TASK DETAILS =>
Across all the records, filter for lines with the word "Esteros" and copy them.

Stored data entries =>
- - -

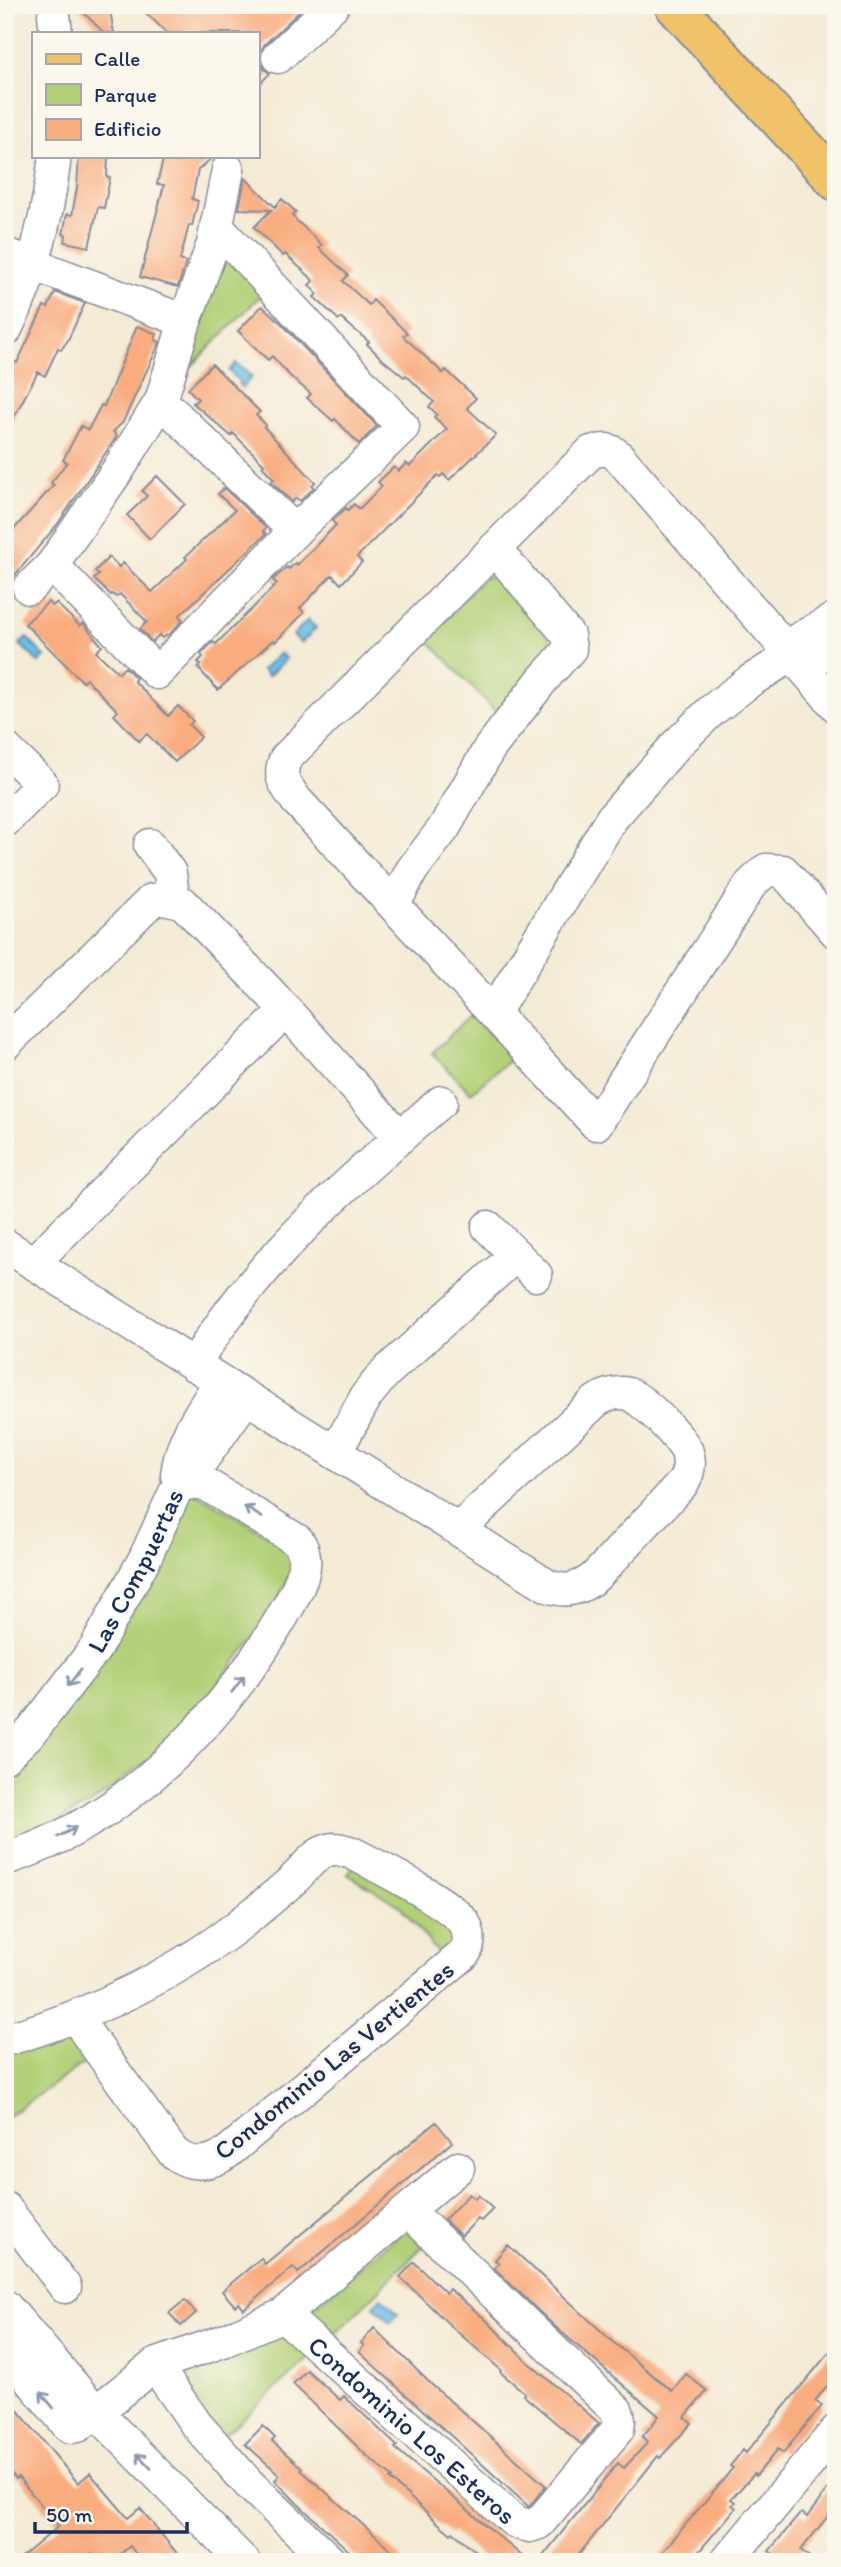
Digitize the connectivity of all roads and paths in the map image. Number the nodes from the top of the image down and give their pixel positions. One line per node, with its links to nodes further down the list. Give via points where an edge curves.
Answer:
1 (333, 5): 3 (street)
2 (674, 5): 6 (main road)
3 (278, 57)
4 (55, 158): 8 (street, via 44,222)
5 (228, 170): 7 (street)
6 (836, 181)
7 (216, 226): 9 (street); 12 (street, via 402,427)
8 (19, 259): 9 (street); 10 (street)
9 (185, 321): 11 (street)
10 (5, 331)
11 (161, 401): 12 (street); 14 (street)
12 (295, 531): 14 (street, via 157,673)
13 (495, 549): 18 (street, via 591,452 612,451); 24 (street, via 568,635 570,649 489,749); 24 (street, via 281,768 284,783 296,800)
14 (52, 565): 15 (street)
15 (29, 588)
16 (836, 618): 18 (street)
17 (836, 647): 18 (street)
18 (793, 656): 19 (street); 27 (street, via 711,711 612,818)
19 (836, 706)
20 (5, 748): 21 (street, via 42,784)
21 (5, 821)
22 (150, 845): 23 (street, via 170,873 172,888)
23 (165, 898): 26 (street, via 183,903); 28 (street, via 152,900)
24 (394, 904): 27 (street)
25 (836, 932): 27 (street, via 783,871 766,870 751,884 596,1124)
26 (279, 1003): 30 (street); 33 (street)
27 (495, 1011)
28 (5, 1044)
29 (441, 1102): 30 (street)
30 (400, 1137): 34 (street, via 264,1268 216,1329)
31 (488, 1227): 35 (street, via 526,1265 374,1385)
32 (5, 1245): 33 (street)
33 (33, 1263): 34 (street)
34 (220, 1382): 35 (street); 36 (street)
35 (334, 1453): 37 (street)
36 (186, 1484): 38 (street, Las Compuertas, one-way to 38, via 173,1495 95,1649 32,1731); 39 (street, Las Compuertas, one-way to 36, via 97,1814 183,1748 259,1655 302,1577 305,1554 298,1541 207,1485)
37 (458, 1530): 37 (street, via 548,1586 562,1590 580,1587 596,1576 682,1485 688,1470 687,1453 637,1398 623,1393 605,1395)
38 (5, 1757)
39 (5, 1859)
40 (79, 2016): 40 (street, Condominio Las Vertientes, via 149,1982 230,1931 328,1850 352,1853 445,1906 468,1932 464,1954 228,2152 211,2161 193,2163 173,2152 85,2031); 41 (street, Condominio Las Vertientes)
41 (5, 2040)
42 (458, 2168): 44 (street, Condominio Los Esteros)
43 (5, 2208): 45 (street)
44 (408, 2211): 46 (street, Condominio Los Esteros); 46 (street, Condominio Los Esteros, via 617,2411 618,2429 539,2523 515,2522)
45 (65, 2287)
46 (283, 2315): 49 (street, Condominio Los Esteros)
47 (9, 2318): 50 (street)
48 (5, 2349): 50 (street, Condominio Los Esteros, one-way to 48, via 71,2427)
49 (155, 2365): 50 (street, Condominio Los Esteros); 53 (street, via 196,2424 249,2484)
50 (96, 2411): 52 (street, one-way to 50)
51 (836, 2431): 54 (street)
52 (244, 2562)
53 (331, 2562)
54 (726, 2562)

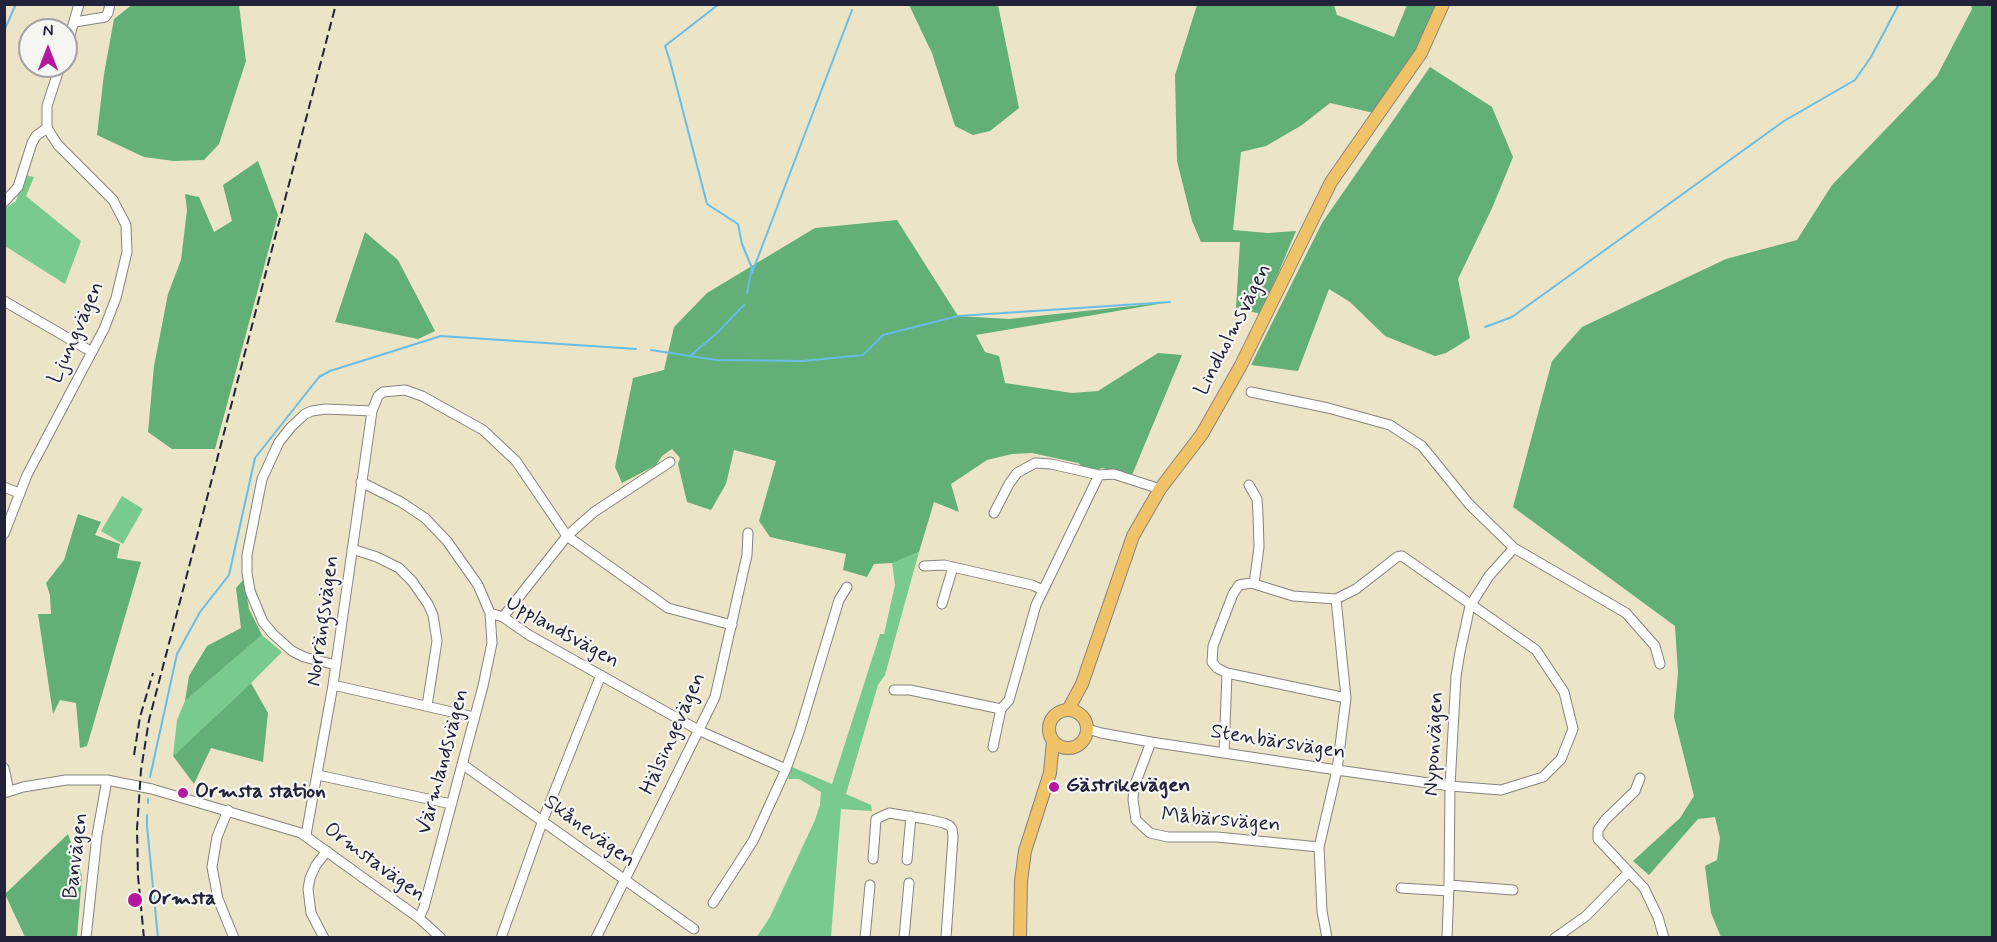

- - -

TASK RESULT =>
42 (458, 2168): 44 (street, Condominio Los Esteros)
44 (408, 2211): 46 (street, Condominio Los Esteros); 46 (street, Condominio Los Esteros, via 617,2411 618,2429 539,2523 515,2522)
46 (283, 2315): 49 (street, Condominio Los Esteros)
48 (5, 2349): 50 (street, Condominio Los Esteros, one-way to 48, via 71,2427)
49 (155, 2365): 50 (street, Condominio Los Esteros); 53 (street, via 196,2424 249,2484)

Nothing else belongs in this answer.